Generalize the matrix-inversion algorithm of Theorem 28.2 to handle matrices of complex numbers, and prove that your generalization works correctly. ($\textit{Hint:}$ Instead of the transpose of $A$, use the conjugate transpose $A^*$, which you obtain from the transpose of $A$ by replacing every entry with its complex conjugate. Instead of symmetric matrices, consider Hermitian matrices, which are matrices $A$ such that $A = A^*$.)

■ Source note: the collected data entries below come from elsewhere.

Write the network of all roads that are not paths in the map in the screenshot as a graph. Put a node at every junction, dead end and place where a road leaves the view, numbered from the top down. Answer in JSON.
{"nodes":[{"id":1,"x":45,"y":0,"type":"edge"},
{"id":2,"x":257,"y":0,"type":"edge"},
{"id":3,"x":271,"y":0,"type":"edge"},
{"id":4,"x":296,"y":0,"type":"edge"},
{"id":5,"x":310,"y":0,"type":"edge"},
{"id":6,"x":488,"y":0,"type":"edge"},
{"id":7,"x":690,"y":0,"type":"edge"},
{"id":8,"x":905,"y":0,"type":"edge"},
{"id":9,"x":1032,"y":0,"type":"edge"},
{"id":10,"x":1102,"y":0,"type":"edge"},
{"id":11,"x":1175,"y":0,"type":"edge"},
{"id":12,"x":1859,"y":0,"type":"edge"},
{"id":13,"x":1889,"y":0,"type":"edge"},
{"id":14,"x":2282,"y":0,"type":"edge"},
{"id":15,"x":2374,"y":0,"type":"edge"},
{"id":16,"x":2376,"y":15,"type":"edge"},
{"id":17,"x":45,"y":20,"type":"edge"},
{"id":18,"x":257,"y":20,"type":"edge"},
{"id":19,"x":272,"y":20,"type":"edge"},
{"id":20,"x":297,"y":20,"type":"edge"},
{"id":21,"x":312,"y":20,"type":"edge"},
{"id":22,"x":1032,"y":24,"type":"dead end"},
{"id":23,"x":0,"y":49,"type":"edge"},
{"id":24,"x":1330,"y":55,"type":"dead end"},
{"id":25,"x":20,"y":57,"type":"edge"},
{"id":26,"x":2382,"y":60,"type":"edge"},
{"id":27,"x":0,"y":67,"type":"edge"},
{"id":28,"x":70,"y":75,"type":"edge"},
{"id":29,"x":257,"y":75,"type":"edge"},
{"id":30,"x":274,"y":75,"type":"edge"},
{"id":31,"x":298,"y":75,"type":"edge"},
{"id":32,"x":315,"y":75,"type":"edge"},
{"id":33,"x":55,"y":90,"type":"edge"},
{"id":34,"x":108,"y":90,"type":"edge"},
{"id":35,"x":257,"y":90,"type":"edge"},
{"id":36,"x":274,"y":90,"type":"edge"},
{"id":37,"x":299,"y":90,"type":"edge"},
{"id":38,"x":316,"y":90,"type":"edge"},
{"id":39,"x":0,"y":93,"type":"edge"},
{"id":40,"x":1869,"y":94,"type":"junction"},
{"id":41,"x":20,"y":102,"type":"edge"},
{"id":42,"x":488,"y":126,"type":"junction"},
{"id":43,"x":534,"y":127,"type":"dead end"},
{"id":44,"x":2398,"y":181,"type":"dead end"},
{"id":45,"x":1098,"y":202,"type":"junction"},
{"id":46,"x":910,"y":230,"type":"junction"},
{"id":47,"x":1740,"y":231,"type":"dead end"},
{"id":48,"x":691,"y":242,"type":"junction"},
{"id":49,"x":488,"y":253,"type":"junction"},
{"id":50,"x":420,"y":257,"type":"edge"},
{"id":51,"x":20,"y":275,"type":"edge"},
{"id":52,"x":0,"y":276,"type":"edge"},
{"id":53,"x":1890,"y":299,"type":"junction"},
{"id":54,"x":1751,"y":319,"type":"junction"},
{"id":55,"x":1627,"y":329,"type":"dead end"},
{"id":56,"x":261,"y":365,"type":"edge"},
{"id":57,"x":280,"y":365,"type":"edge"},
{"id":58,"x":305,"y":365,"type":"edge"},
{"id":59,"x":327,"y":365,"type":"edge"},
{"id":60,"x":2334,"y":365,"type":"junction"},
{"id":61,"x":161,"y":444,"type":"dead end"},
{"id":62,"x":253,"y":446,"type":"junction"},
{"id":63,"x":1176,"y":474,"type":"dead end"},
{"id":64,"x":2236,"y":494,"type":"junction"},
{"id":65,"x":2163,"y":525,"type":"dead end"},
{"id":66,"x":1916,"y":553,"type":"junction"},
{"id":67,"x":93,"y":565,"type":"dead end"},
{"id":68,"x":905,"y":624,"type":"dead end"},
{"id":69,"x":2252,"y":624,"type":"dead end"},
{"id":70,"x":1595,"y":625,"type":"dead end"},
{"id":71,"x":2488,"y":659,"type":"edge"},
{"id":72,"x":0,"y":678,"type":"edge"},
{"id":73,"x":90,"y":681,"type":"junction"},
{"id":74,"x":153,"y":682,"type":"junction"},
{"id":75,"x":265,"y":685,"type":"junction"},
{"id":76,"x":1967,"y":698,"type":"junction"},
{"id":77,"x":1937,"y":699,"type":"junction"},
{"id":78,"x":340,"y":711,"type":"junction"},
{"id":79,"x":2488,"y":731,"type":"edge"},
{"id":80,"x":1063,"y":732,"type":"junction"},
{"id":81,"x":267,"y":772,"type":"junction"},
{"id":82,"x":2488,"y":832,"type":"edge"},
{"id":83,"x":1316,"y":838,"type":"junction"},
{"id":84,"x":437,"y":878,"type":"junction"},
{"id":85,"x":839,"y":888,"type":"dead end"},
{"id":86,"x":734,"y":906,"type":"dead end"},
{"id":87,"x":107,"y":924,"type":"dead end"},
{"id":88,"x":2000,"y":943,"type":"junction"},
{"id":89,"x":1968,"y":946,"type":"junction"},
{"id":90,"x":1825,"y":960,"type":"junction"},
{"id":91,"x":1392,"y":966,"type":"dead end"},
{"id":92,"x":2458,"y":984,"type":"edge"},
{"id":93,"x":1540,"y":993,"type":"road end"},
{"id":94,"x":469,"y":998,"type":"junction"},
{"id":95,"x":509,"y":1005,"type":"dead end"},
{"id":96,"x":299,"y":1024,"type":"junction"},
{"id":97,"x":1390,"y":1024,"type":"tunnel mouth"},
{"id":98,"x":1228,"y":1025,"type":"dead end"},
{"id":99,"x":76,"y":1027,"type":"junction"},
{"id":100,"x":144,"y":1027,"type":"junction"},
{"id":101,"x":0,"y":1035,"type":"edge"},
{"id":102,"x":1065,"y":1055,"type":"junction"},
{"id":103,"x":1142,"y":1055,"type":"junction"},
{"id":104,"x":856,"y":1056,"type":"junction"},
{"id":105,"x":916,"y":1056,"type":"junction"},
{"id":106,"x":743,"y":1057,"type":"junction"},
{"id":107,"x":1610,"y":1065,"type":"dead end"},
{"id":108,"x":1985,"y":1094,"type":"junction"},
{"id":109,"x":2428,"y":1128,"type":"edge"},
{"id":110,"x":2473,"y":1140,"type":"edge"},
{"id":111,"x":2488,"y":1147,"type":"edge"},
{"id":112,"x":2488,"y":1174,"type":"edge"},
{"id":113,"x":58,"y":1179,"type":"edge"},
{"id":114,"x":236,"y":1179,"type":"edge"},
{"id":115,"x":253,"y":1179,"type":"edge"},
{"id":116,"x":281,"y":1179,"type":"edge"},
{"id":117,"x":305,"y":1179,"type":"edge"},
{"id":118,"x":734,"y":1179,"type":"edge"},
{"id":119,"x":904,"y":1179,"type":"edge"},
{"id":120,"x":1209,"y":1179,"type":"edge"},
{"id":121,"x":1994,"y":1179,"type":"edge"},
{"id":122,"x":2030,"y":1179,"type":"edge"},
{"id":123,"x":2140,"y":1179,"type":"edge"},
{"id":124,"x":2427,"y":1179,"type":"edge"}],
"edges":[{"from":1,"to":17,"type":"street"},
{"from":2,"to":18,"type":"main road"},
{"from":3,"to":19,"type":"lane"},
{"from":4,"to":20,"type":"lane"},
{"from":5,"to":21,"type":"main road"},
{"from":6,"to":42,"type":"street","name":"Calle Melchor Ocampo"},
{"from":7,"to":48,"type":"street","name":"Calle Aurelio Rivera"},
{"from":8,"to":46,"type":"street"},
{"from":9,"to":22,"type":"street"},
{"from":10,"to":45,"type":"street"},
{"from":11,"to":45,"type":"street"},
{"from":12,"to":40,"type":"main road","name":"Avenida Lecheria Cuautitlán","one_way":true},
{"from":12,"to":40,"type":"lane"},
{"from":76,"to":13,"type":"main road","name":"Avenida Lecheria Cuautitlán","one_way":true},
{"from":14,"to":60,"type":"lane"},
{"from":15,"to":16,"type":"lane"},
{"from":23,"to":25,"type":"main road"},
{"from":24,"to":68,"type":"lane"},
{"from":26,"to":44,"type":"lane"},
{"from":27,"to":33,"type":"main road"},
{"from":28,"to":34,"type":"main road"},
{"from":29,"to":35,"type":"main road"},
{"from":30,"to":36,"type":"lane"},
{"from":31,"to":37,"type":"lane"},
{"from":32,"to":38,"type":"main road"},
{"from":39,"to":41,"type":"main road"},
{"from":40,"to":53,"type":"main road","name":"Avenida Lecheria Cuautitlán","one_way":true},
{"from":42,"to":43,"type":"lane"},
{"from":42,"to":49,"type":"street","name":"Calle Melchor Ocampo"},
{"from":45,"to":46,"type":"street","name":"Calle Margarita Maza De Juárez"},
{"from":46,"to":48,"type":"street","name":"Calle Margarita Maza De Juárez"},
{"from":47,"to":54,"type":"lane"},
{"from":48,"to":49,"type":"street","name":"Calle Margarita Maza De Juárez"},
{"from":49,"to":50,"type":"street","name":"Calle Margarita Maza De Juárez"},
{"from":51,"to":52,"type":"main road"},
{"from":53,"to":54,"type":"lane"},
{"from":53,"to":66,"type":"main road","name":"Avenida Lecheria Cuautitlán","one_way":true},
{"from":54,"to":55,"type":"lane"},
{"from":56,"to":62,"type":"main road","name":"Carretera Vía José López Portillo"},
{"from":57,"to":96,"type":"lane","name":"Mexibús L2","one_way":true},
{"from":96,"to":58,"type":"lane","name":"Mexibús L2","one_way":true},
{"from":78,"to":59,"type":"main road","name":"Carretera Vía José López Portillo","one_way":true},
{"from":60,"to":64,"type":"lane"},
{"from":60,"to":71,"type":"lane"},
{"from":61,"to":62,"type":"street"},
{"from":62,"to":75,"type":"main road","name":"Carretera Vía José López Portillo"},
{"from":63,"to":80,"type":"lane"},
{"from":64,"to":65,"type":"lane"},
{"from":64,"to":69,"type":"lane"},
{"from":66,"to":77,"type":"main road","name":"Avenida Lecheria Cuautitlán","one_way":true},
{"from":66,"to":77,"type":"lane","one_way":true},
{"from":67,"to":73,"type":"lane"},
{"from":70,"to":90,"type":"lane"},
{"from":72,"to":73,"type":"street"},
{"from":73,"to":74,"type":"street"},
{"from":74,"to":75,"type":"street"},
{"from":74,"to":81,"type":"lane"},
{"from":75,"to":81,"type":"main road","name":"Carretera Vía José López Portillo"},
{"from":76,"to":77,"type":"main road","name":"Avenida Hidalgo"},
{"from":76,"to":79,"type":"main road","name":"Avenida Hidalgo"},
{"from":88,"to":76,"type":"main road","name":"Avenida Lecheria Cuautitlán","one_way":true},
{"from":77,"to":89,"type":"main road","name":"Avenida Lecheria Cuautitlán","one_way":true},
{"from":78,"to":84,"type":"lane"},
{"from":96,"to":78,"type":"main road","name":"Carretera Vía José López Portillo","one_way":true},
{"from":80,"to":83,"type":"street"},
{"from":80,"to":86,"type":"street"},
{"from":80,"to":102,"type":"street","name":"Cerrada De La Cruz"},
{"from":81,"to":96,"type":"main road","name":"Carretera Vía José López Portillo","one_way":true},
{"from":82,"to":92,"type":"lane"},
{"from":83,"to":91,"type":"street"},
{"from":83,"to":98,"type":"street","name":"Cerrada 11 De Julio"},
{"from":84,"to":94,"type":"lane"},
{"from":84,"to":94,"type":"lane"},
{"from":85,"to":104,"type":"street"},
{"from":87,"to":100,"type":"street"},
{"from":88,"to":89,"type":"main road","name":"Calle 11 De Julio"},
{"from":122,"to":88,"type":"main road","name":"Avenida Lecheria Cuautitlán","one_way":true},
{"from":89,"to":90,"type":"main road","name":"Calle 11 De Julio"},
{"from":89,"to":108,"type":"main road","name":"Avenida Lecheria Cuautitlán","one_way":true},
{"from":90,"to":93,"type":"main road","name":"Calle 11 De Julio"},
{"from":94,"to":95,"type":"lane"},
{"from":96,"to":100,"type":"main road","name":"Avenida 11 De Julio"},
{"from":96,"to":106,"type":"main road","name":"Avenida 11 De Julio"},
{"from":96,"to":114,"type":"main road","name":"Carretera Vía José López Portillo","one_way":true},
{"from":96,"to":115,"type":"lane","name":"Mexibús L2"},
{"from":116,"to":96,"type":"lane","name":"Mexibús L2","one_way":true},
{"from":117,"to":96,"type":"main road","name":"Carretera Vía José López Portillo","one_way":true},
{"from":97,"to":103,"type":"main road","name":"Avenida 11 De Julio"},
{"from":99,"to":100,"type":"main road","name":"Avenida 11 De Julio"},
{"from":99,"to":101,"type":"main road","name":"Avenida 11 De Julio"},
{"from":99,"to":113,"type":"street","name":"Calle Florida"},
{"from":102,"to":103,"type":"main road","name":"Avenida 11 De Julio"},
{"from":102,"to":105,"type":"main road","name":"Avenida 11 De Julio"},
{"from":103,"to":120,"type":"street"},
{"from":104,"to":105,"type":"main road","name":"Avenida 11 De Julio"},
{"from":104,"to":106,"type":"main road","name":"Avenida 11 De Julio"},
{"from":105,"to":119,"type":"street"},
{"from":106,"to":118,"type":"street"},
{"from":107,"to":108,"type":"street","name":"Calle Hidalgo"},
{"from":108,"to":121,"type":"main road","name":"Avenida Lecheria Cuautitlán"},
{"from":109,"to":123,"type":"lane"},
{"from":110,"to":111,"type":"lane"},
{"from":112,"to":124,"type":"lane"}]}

We may again assume that our matrix is a power of $2$, this time with complex entries. For the moment we assume our matrix $A$ is Hermitian and positivedefinite. The proof goes through exactly as before, with matrix transposes replaced by conjugate transposes, and using the fact that Hermitian positivedefinite matrices are invertible. Finally, we need to justify that we can obtain the same asymptotic running time for matrix multiplication as for matrix inversion when $A$ is invertible, but not Hermitian positive-definite.

For any nonsingular matrix $A$, the matrix $A^*A$ is Hermitian and positive definite, since for any $x$ we have $x^*A^*Ax = \langle Ax, Ax \rangle > 0$ by the definition of inner product. To invert $A$, we first compute $(A^*A)^{-1} = A^{-1}(A^*)^{-1}$. Then we need only multiply this result on the right by $A^*$. Each of these steps takes $O(M(n))$ time, so we can invert any nonsingluar matrix with complex entries in $O(M(n))$ time.